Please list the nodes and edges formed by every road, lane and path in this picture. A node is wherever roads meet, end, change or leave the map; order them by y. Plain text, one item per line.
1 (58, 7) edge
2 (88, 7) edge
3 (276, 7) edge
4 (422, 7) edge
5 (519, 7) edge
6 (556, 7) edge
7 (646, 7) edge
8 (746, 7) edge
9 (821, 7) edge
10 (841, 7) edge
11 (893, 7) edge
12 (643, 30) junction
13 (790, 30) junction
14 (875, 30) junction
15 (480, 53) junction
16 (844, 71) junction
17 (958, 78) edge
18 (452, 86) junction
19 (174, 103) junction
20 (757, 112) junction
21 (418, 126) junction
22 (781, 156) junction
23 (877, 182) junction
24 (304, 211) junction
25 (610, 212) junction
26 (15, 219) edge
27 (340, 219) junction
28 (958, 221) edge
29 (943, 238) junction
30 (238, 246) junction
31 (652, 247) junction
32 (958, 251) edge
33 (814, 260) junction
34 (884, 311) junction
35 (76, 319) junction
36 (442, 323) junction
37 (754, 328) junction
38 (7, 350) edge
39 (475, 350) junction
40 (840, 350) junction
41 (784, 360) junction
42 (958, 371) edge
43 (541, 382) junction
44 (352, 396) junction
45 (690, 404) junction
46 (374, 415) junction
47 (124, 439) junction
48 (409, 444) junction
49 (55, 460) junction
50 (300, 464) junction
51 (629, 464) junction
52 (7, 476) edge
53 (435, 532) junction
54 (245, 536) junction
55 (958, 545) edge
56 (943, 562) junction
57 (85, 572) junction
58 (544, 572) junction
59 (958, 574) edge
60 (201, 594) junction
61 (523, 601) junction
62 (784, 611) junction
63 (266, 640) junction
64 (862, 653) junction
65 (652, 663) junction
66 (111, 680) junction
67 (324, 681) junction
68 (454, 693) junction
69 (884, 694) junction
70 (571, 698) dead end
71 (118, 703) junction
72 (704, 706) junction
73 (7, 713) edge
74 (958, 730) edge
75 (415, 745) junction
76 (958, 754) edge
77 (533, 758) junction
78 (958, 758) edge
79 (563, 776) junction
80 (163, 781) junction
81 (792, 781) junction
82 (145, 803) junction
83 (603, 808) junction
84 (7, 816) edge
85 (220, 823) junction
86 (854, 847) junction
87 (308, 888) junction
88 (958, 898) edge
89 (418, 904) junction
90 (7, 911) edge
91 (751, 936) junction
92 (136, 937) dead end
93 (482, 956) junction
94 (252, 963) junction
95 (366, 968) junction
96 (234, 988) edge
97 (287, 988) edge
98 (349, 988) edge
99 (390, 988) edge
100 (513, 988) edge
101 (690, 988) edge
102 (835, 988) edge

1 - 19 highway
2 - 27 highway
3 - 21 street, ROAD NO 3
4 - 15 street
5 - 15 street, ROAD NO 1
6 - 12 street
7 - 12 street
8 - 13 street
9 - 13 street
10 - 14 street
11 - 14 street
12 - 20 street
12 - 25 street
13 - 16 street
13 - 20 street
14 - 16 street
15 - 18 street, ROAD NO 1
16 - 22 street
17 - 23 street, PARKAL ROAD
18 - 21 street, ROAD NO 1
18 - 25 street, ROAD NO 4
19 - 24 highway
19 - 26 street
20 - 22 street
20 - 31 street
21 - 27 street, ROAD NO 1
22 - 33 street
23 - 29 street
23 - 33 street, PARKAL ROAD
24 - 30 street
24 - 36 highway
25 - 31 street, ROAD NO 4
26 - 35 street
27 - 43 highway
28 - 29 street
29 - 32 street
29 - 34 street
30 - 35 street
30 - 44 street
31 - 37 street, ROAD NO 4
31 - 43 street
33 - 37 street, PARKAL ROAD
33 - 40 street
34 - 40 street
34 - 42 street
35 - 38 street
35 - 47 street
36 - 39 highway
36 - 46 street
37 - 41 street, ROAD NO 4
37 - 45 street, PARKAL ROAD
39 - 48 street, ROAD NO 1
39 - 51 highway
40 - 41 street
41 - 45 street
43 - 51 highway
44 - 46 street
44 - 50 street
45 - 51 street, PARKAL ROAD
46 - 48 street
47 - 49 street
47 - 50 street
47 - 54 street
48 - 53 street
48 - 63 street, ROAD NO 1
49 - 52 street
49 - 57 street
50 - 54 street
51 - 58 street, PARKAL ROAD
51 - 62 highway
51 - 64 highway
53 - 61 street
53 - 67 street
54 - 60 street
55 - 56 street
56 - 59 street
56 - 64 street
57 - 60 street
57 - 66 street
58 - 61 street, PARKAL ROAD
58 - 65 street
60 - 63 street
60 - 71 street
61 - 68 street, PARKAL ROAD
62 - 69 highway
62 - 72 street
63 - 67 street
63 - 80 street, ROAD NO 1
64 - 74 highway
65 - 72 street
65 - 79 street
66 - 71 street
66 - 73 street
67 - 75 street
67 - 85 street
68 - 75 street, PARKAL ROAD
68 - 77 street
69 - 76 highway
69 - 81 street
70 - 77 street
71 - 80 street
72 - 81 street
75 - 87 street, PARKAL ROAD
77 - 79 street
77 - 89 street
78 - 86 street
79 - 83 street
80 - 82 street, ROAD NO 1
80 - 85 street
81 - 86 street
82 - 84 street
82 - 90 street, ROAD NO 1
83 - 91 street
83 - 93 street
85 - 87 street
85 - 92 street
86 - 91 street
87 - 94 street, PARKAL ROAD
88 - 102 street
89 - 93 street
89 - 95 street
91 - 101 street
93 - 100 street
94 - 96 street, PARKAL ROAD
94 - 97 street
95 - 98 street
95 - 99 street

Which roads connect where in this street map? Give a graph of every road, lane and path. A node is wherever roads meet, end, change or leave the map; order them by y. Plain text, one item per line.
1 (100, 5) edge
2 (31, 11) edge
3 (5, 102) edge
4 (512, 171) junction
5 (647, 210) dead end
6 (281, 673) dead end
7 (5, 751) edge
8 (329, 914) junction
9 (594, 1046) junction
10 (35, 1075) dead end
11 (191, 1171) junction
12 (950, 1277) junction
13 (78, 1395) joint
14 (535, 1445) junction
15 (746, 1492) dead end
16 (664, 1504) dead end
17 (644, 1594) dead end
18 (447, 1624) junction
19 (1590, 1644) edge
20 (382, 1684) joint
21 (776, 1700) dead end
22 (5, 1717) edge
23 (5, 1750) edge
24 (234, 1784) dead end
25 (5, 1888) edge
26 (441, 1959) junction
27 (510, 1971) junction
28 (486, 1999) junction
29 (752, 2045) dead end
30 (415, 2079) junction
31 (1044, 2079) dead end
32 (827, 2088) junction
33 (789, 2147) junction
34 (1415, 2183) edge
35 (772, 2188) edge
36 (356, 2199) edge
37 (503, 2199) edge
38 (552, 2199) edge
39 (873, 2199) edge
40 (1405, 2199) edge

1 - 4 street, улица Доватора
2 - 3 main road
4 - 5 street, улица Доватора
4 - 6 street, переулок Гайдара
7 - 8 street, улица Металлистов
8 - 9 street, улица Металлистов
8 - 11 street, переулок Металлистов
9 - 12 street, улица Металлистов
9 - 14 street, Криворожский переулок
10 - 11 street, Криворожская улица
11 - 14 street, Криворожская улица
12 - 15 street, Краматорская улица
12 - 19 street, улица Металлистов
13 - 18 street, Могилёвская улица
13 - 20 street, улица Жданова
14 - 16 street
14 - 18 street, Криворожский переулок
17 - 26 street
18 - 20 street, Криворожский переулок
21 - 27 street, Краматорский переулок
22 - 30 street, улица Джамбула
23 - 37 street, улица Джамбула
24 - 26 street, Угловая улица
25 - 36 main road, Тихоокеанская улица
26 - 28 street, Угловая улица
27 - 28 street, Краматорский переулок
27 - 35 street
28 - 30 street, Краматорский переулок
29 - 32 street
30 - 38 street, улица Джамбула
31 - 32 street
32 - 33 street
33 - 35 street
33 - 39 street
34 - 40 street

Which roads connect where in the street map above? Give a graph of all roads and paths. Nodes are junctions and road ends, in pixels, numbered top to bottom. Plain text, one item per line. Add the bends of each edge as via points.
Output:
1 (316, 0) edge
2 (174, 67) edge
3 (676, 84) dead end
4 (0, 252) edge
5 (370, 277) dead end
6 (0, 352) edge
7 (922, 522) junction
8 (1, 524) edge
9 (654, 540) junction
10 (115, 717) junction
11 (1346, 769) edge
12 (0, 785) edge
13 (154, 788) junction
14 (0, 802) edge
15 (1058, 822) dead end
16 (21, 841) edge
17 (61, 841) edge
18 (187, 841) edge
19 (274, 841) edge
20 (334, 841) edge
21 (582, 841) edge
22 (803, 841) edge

Work request: Every line from the line containing "Which roads connect where in the" to the last line of the material above must be repeated exactly, and no other line.

Response below:
Which roads connect where in the street map above? Give a graph of all roads and paths. Nodes are junctions and road ends, in pixels, numbered top to bottom. Plain text, one item per line. Add the bends of each edge as via points.
Output:
1 (316, 0) edge
2 (174, 67) edge
3 (676, 84) dead end
4 (0, 252) edge
5 (370, 277) dead end
6 (0, 352) edge
7 (922, 522) junction
8 (1, 524) edge
9 (654, 540) junction
10 (115, 717) junction
11 (1346, 769) edge
12 (0, 785) edge
13 (154, 788) junction
14 (0, 802) edge
15 (1058, 822) dead end
16 (21, 841) edge
17 (61, 841) edge
18 (187, 841) edge
19 (274, 841) edge
20 (334, 841) edge
21 (582, 841) edge
22 (803, 841) edge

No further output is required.